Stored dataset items

::::

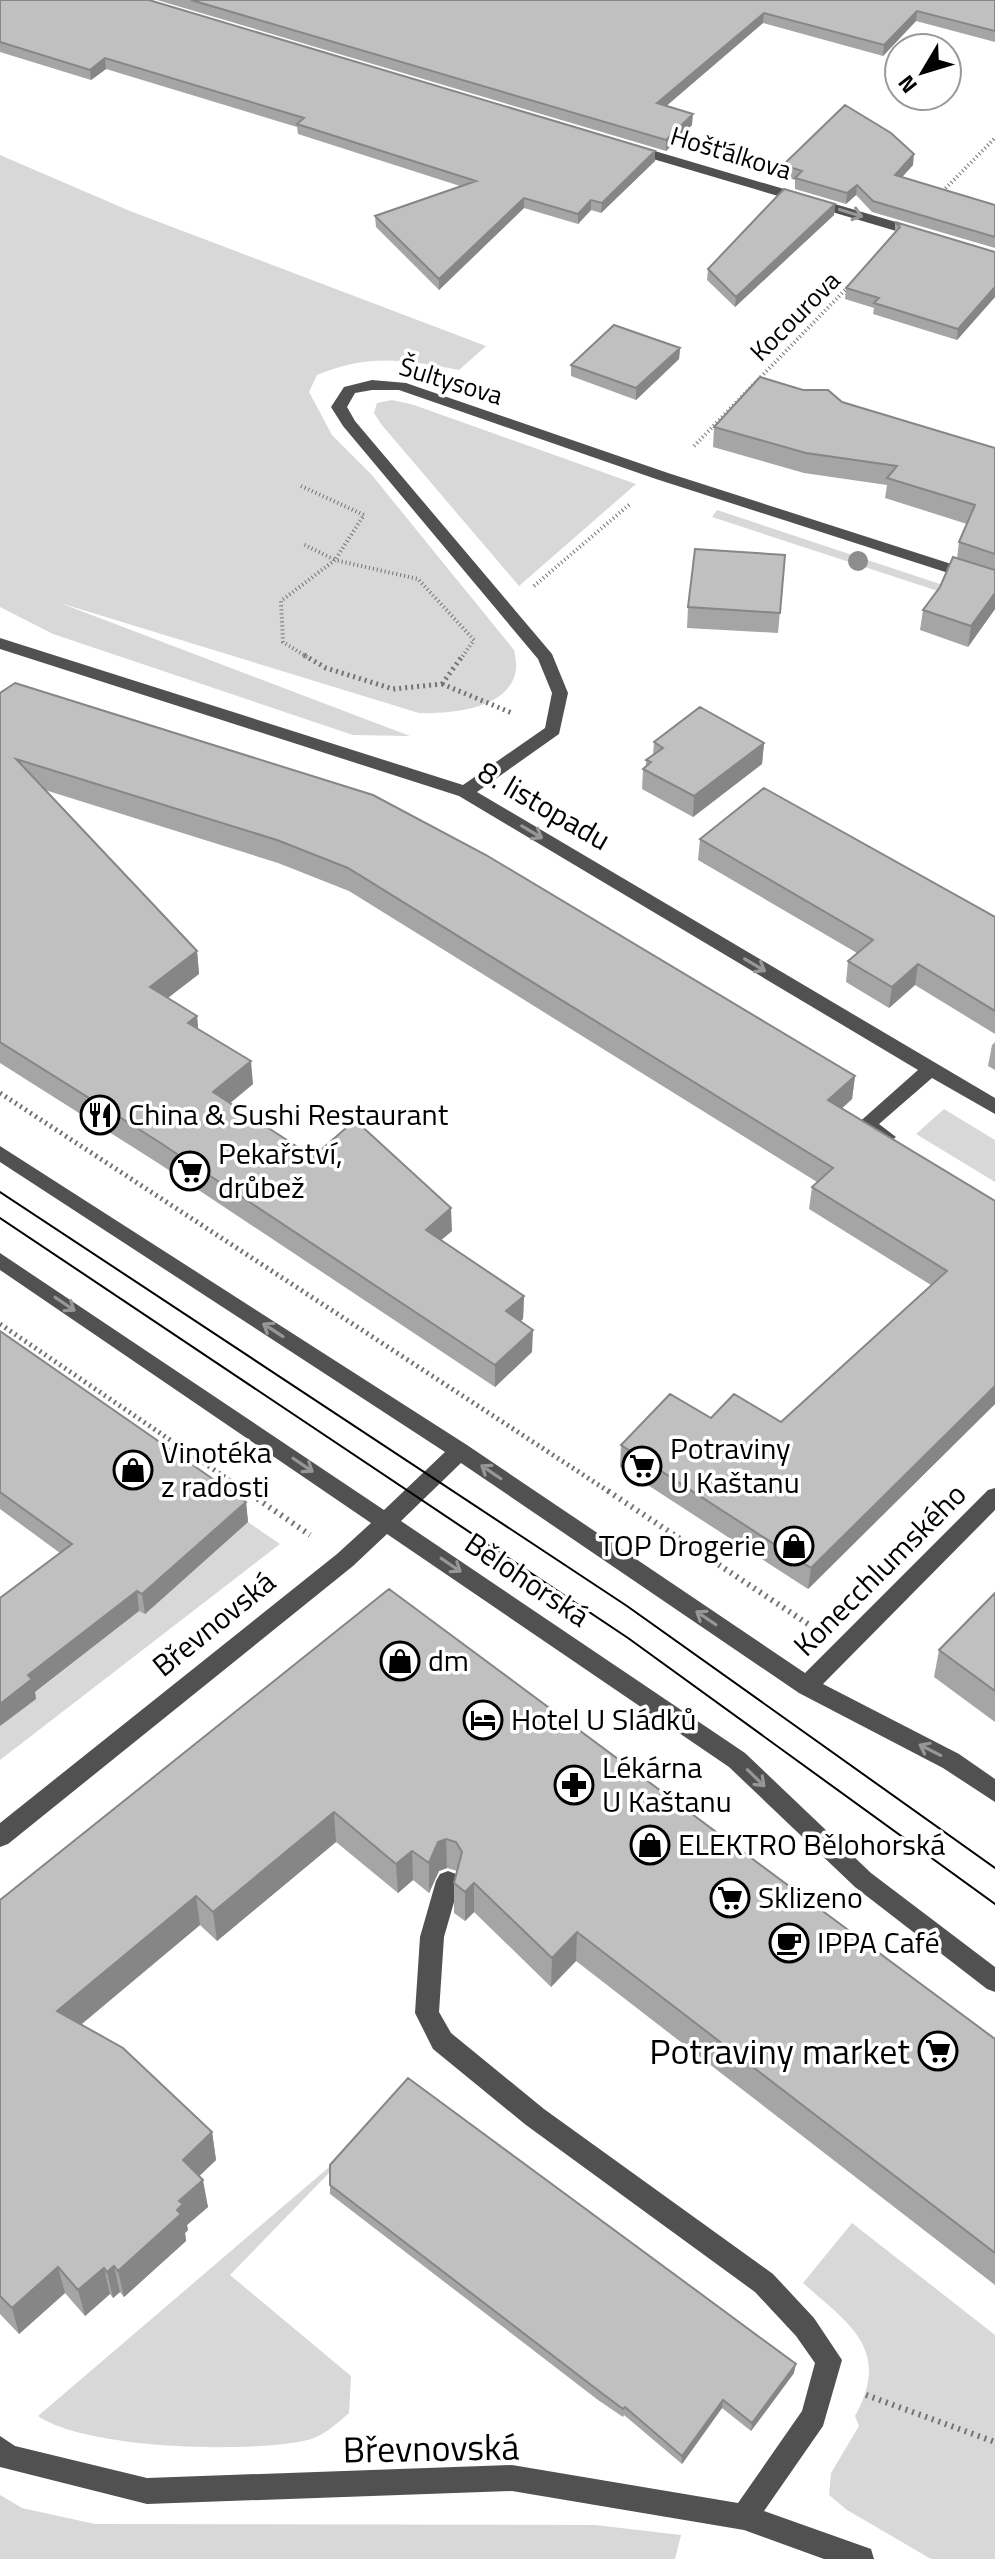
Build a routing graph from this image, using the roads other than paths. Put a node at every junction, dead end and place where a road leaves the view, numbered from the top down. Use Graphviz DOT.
graph roads {
  1 [pos="617,144"];
  2 [pos="935,238"];
  3 [pos="995,583"];
  4 [pos="0,643"];
  5 [pos="465,792"];
  6 [pos="931,1069"];
  7 [pos="995,1107"];
  8 [pos="905,1149"];
  9 [pos="0,1153"];
  10 [pos="0,1260"];
  11 [pos="460,1451"];
  12 [pos="995,1496"];
  13 [pos="387,1521"];
  14 [pos="807,1686"];
  15 [pos="995,1792"];
  16 [pos="0,1837"];
  17 [pos="448,1881"];
  18 [pos="995,1981"];
  19 [pos="0,2449"];
  20 [pos="744,2517"];
  21 [pos="861,2559"];
  1 -- 2 [label="street, Hošťálkova, one-way"];
  3 -- 5 [label="street, Šultysova"];
  4 -- 5 [label="street, 8. listopadu"];
  5 -- 6 [label="street, 8. listopadu, one-way"];
  6 -- 7 [label="street, 8. listopadu"];
  6 -- 8 [label="street"];
  11 -- 9 [label="street, one-way"];
  10 -- 13 [label="street, Bělohorská, one-way"];
  11 -- 13 [label="street, Břevnovská"];
  14 -- 11 [label="street, one-way"];
  12 -- 14 [label="street, Konecchlumského"];
  13 -- 16 [label="street, Břevnovská"];
  13 -- 18 [label="street, Bělohorská, one-way"];
  15 -- 14 [label="street, one-way"];
  17 -- 20 [label="street"];
  19 -- 20 [label="street, Břevnovská"];
  20 -- 21 [label="street, Břevnovská"];
}
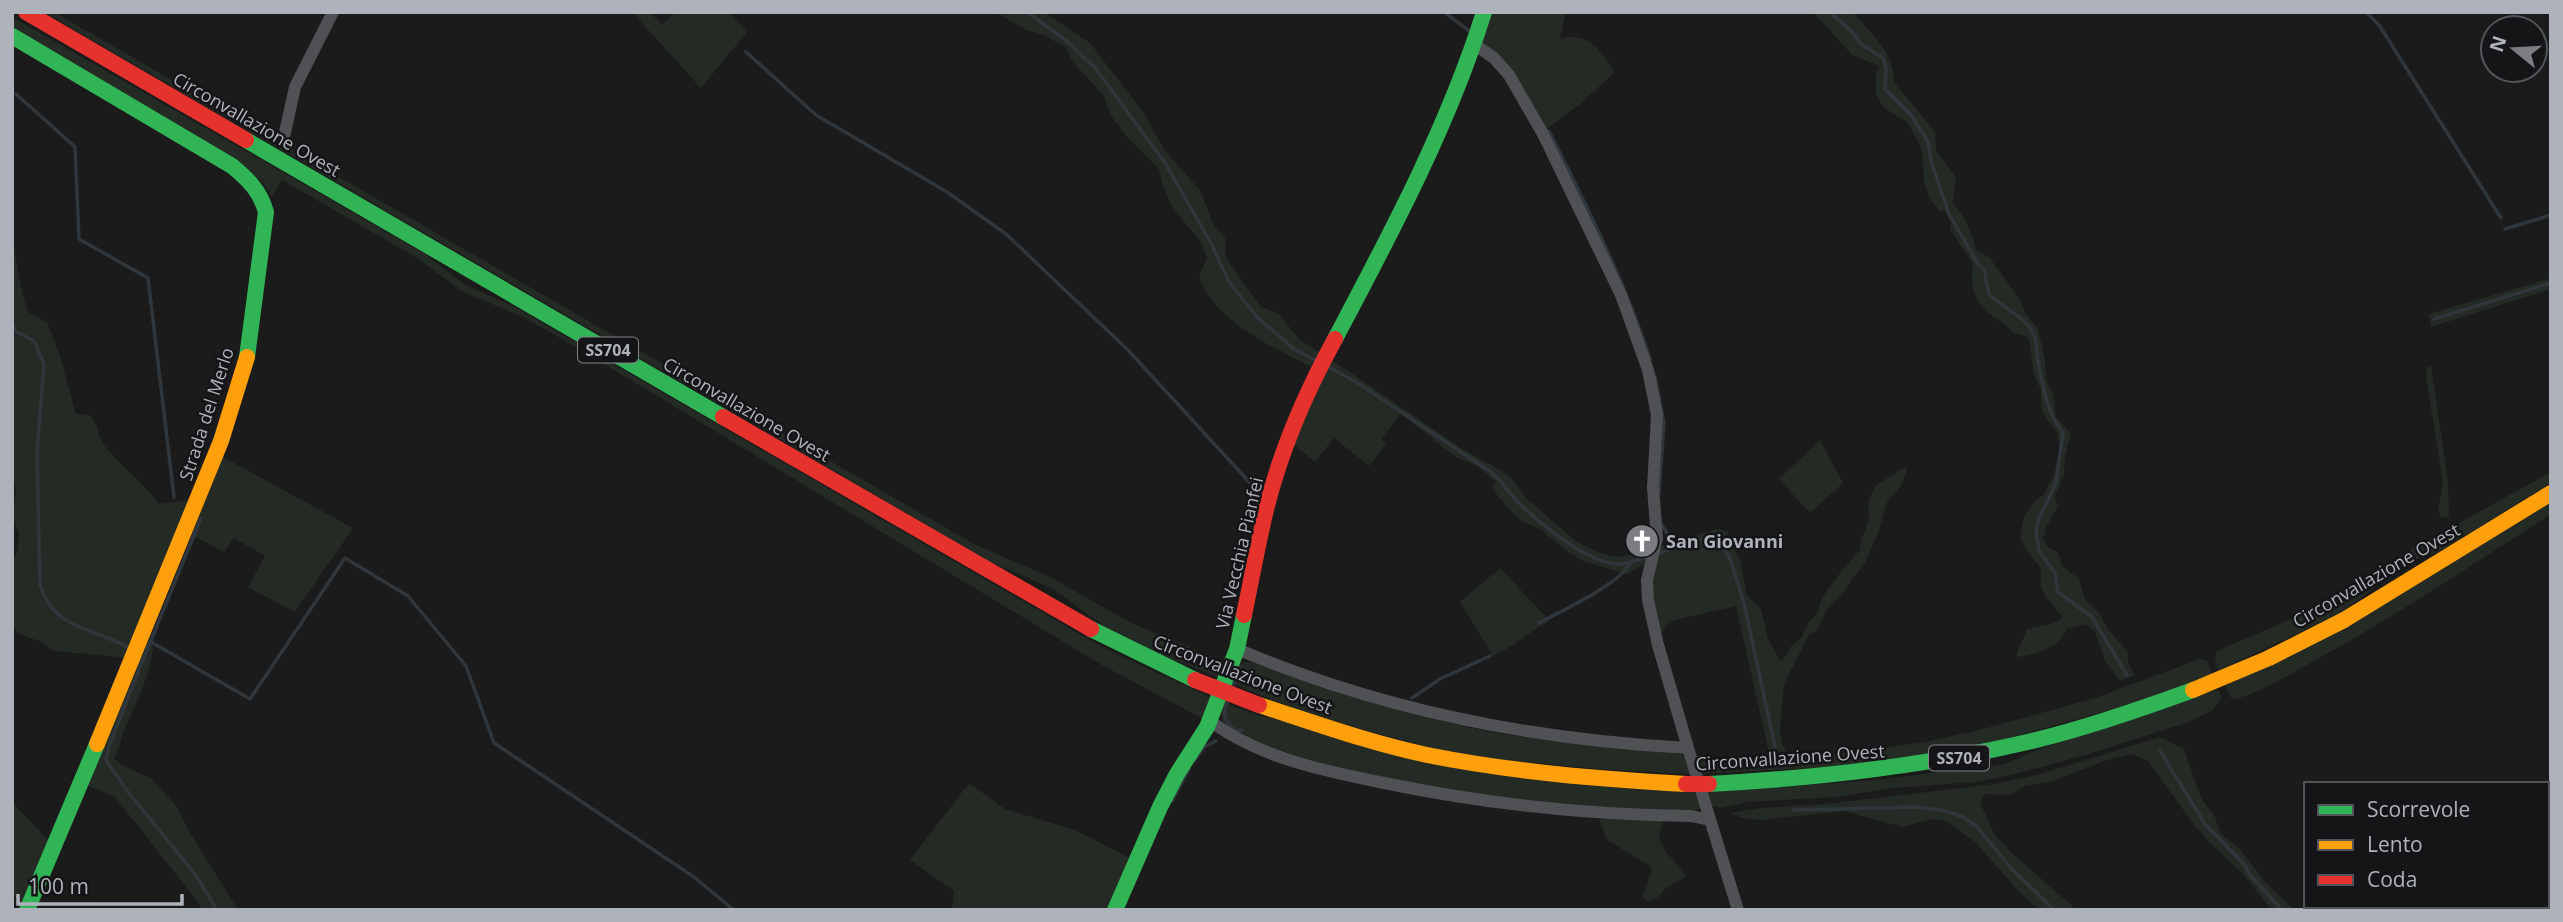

::::

For this exercise, transcribe the data exactly but without its pictures.

Response area:
Build a routing graph from this image, using the roads other than paths. Put a node at every junction, dead end and place where a road leaves the view, numbered from the top down. Use Graphviz DOT.
graph roads {
  1 [pos="617,144"];
  2 [pos="935,238"];
  3 [pos="995,583"];
  4 [pos="0,643"];
  5 [pos="465,792"];
  6 [pos="931,1069"];
  7 [pos="995,1107"];
  8 [pos="905,1149"];
  9 [pos="0,1153"];
  10 [pos="0,1260"];
  11 [pos="460,1451"];
  12 [pos="995,1496"];
  13 [pos="387,1521"];
  14 [pos="807,1686"];
  15 [pos="995,1792"];
  16 [pos="0,1837"];
  17 [pos="448,1881"];
  18 [pos="995,1981"];
  19 [pos="0,2449"];
  20 [pos="744,2517"];
  21 [pos="861,2559"];
  1 -- 2 [label="street, Hošťálkova, one-way"];
  3 -- 5 [label="street, Šultysova"];
  4 -- 5 [label="street, 8. listopadu"];
  5 -- 6 [label="street, 8. listopadu, one-way"];
  6 -- 7 [label="street, 8. listopadu"];
  6 -- 8 [label="street"];
  11 -- 9 [label="street, one-way"];
  10 -- 13 [label="street, Bělohorská, one-way"];
  11 -- 13 [label="street, Břevnovská"];
  14 -- 11 [label="street, one-way"];
  12 -- 14 [label="street, Konecchlumského"];
  13 -- 16 [label="street, Břevnovská"];
  13 -- 18 [label="street, Bělohorská, one-way"];
  15 -- 14 [label="street, one-way"];
  17 -- 20 [label="street"];
  19 -- 20 [label="street, Břevnovská"];
  20 -- 21 [label="street, Břevnovská"];
}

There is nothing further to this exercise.